Your answer must be the full listing, reproduced exactly, minus any pictures.

- Exercise materials:
● ● ● ● ● ● ●
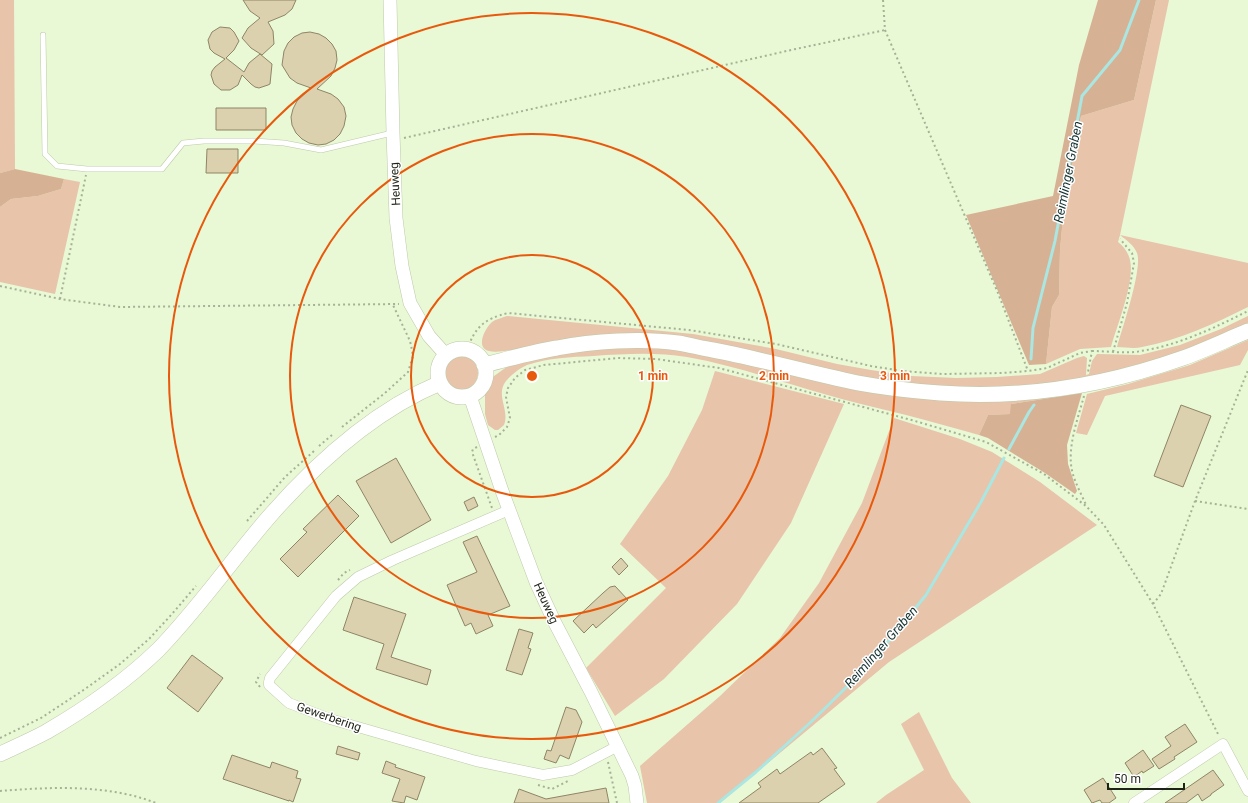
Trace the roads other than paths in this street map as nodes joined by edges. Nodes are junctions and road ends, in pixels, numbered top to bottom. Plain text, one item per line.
1 (390, 0) edge
2 (42, 35) dead end
3 (393, 136) junction
4 (1248, 332) edge
5 (446, 355) junction
6 (484, 365) junction
7 (440, 383) junction
8 (470, 396) junction
9 (509, 510) junction
10 (618, 746) junction
11 (0, 754) edge
12 (1245, 778) edge
13 (1248, 791) edge
14 (637, 803) edge
15 (1134, 803) edge

1 - 3 street, Heuweg
2 - 3 lane
3 - 5 street, Heuweg
4 - 6 main road
5 - 6 main road
5 - 7 main road
6 - 8 main road
7 - 8 main road
7 - 11 main road
8 - 9 street, Heuweg
9 - 10 street, Heuweg
9 - 10 street, Gewerbering
10 - 14 street, Heuweg
12 - 13 street
12 - 15 street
● ● ● ● ● ● ●
- Response to this task:
Trace the roads other than paths in this street map as nodes joined by edges. Nodes are junctions and road ends, in pixels, numbered top to bottom. Plain text, one item per line.
1 (390, 0) edge
2 (42, 35) dead end
3 (393, 136) junction
4 (1248, 332) edge
5 (446, 355) junction
6 (484, 365) junction
7 (440, 383) junction
8 (470, 396) junction
9 (509, 510) junction
10 (618, 746) junction
11 (0, 754) edge
12 (1245, 778) edge
13 (1248, 791) edge
14 (637, 803) edge
15 (1134, 803) edge

1 - 3 street, Heuweg
2 - 3 lane
3 - 5 street, Heuweg
4 - 6 main road
5 - 6 main road
5 - 7 main road
6 - 8 main road
7 - 8 main road
7 - 11 main road
8 - 9 street, Heuweg
9 - 10 street, Heuweg
9 - 10 street, Gewerbering
10 - 14 street, Heuweg
12 - 13 street
12 - 15 street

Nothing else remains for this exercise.